Sanchez, in a new book being excerpted by Time magazine, said the Pentagon had but never implemented a 12- to 18-month plan that could have helped stabilize Iraq after Saddam Hussein's forces were defeated. Instead, it buried the plan, officially ended major hostilities, and permitted the Central Command staff that had overseen the war to walk away, he writes in Wiser in Battle: A Soldier's Story.

Sanchez also says in his book that his expected promotion to general went down the tubes over the Abu Ghraib scandal. During a 2006 meeting with then Secretary of Defense Donald Rumsfeld in Washington, he claims Rumsfeld apologized that the "promotion didn't work out."

Although the only people convicted of any offenses connected with the torture and abuse that went on at the Abu Ghraib prison were lower level enlisted people, Sanchez was tainted by the scandal.

"We just couldn't make it work politically," he quotes Rumsfeld as saying. "Sending a nomination to the Senate would not be good for you, the Army or the {Defense Department]."

But in the Time excerpt, Sanchez mostly recalls learning during the interview with Rumsfeld that the Pentagon boss claimed he had no knowledge that, after combat operations were considered closed, Sanchez was left in charge in Iraq.

Sanchez claims Rumsfeld gave him a memo to read that detailed post-combat errors, stating that one of the biggest was ordering the major redeployment of forces out of the country and letting the Central Command and the Coalition Forces Land Component Command leave.

Rumsfeld's memo said this left Sanchez in charge of operations with a staff focused on the operational and tactical missions, and without the training to operate at the strategic/operational level. He also said Rumsfeld claimed in the memo to be "dumbfounded" to learn the senior leadership had left Iraq and that he did not know Sanchez was left in charge.

Sanchez writes that he challenged Rumsfeld on that claim, saying he couldn't believe the defense secretary wouldn't know that the CentCom and CFLCC heads and staffs had redeployed from Iraq. Rumsfeld remained adamant, however, and then said he would order an investigation into the matter.

Sanchez said he learned some time later that an investigation had been completed, but never released because it reflected poorly on the Pentagon's senior leadership and the administration.

Sanchez said an official involved in the investigation claimed a post-combat plan that may have helped stabilize Iraq, which was to run between 12 and 18 months, was abandoned. Sanchez said he was surprised because he had never seen any formal plan for post-combat ops in Iraq, and officials had said there was none.

"To say I was shocked would be an understatement. I had never seen any approved CENTCOM campaign plan, either conceptual or detailed, for the post-major combat operations phase," he writes. There had been a plane, he writes, but CentCom "had completely walked away by simply stating that the war was over and Phase IV [post-combat operations] was not their job."

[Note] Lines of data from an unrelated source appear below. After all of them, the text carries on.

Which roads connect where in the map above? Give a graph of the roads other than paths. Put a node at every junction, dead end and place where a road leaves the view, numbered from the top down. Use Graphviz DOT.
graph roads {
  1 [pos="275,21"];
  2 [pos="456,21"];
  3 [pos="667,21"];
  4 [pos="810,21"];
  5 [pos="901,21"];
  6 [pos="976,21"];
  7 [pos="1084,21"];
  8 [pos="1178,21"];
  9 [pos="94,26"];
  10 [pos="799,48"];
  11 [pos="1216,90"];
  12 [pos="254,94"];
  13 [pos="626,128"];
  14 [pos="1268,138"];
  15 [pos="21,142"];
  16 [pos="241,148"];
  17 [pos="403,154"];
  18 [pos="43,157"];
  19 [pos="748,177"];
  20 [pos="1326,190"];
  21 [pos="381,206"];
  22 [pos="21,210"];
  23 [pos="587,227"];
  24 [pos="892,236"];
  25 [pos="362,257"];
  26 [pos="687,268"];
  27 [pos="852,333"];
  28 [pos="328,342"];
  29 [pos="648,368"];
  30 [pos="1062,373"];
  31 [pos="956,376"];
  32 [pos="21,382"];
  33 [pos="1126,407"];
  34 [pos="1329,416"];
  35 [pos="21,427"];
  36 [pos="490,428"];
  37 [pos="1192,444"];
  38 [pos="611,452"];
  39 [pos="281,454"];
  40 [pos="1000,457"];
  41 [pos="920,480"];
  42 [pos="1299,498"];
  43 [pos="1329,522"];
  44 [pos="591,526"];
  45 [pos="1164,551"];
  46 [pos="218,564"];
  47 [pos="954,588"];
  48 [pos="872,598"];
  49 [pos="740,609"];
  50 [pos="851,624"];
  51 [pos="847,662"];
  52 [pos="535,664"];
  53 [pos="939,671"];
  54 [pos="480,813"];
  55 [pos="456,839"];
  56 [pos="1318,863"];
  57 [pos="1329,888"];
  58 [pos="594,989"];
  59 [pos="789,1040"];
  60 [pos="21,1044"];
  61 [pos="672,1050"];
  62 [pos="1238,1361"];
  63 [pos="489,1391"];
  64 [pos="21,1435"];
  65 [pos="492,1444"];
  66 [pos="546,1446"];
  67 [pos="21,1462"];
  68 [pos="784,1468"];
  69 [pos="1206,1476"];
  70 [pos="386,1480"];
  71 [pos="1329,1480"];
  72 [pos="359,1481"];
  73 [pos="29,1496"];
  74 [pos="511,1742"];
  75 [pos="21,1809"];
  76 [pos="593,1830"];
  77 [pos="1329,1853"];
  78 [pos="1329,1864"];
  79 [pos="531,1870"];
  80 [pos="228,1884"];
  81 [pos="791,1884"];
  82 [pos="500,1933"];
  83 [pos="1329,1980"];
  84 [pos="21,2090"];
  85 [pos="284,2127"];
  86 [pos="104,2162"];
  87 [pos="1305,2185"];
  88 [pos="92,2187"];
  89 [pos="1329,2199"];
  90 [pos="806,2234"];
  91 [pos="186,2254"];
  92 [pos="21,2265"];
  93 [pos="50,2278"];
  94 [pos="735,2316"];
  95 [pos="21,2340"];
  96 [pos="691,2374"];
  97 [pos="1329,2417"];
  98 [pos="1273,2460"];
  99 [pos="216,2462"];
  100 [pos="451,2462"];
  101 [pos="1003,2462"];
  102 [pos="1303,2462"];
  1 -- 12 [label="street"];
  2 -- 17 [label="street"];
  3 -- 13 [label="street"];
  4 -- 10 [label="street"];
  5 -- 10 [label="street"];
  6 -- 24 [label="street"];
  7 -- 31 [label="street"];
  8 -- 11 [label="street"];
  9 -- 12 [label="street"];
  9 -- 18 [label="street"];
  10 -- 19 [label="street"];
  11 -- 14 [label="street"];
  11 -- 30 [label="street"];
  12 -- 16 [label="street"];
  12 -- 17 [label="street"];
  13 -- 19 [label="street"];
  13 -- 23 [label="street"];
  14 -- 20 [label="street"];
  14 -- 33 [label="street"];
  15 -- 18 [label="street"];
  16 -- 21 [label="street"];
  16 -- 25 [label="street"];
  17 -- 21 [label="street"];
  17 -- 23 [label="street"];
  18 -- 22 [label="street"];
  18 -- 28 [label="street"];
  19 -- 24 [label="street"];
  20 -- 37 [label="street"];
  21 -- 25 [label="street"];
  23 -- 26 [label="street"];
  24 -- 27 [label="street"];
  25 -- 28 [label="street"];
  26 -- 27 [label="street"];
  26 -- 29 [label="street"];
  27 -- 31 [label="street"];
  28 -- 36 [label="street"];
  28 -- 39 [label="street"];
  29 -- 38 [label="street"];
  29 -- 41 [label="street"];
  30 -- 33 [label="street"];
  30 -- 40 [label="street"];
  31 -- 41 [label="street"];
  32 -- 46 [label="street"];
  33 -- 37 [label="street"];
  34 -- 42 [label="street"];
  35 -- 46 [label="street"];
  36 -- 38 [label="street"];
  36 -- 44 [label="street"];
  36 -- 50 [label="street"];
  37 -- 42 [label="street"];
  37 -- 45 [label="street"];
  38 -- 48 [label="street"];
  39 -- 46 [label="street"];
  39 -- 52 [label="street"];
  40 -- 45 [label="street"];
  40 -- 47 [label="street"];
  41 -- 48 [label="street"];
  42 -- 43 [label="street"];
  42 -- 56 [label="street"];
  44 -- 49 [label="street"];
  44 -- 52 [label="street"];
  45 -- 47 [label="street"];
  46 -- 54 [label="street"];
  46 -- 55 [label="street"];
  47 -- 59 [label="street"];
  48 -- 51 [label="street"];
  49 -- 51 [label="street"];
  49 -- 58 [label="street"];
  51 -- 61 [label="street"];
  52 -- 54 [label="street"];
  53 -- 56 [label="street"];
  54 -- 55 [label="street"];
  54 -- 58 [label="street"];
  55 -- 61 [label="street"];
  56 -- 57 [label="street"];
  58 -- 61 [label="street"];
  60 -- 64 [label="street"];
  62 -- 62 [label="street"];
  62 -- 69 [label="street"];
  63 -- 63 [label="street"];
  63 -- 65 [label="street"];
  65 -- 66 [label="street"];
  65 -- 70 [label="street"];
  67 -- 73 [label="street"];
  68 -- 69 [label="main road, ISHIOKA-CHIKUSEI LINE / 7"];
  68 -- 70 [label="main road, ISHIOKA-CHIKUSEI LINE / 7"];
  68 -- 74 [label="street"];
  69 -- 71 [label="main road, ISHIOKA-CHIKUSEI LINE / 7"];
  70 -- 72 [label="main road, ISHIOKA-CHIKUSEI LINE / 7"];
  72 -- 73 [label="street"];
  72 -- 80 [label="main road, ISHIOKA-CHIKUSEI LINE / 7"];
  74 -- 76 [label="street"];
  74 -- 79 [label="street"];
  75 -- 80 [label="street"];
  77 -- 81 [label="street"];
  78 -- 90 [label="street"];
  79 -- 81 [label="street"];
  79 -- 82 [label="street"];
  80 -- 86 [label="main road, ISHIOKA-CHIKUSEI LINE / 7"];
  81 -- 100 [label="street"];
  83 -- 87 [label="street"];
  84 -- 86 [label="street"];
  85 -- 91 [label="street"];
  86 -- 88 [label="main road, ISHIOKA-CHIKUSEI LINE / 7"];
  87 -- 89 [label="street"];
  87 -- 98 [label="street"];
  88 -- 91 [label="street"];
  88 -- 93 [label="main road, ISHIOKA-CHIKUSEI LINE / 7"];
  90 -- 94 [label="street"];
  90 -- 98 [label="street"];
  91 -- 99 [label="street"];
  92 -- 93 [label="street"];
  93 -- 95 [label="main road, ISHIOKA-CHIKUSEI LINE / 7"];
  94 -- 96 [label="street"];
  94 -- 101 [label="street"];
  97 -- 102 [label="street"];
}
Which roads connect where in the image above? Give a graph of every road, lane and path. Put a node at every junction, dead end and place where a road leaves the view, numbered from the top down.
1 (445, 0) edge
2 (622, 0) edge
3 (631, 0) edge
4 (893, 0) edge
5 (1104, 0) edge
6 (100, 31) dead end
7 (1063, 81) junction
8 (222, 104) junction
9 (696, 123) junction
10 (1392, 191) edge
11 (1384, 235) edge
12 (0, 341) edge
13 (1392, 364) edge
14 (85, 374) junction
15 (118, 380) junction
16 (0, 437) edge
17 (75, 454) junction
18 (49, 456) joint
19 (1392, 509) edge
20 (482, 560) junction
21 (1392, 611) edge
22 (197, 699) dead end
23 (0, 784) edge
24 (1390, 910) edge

Meanwhile, he writes, billions of dollars would be spent unnecessarily and American troops would continue to be wounded and killed unnecessarily. "In my mind, this action by the Bush administration amounts to gross incompetence and dereliction of duty. "

Sanchez believes now that Rumsfeld hoped to get Sanchez to go along with that scenario to deflect any blame for what happened in Iraq away from himself and the administration. He writes that Rumsfeld, before showing him the memo, suggested during conversation that there would be a senior Defense Department civilian job available for Sanchez after his retirement.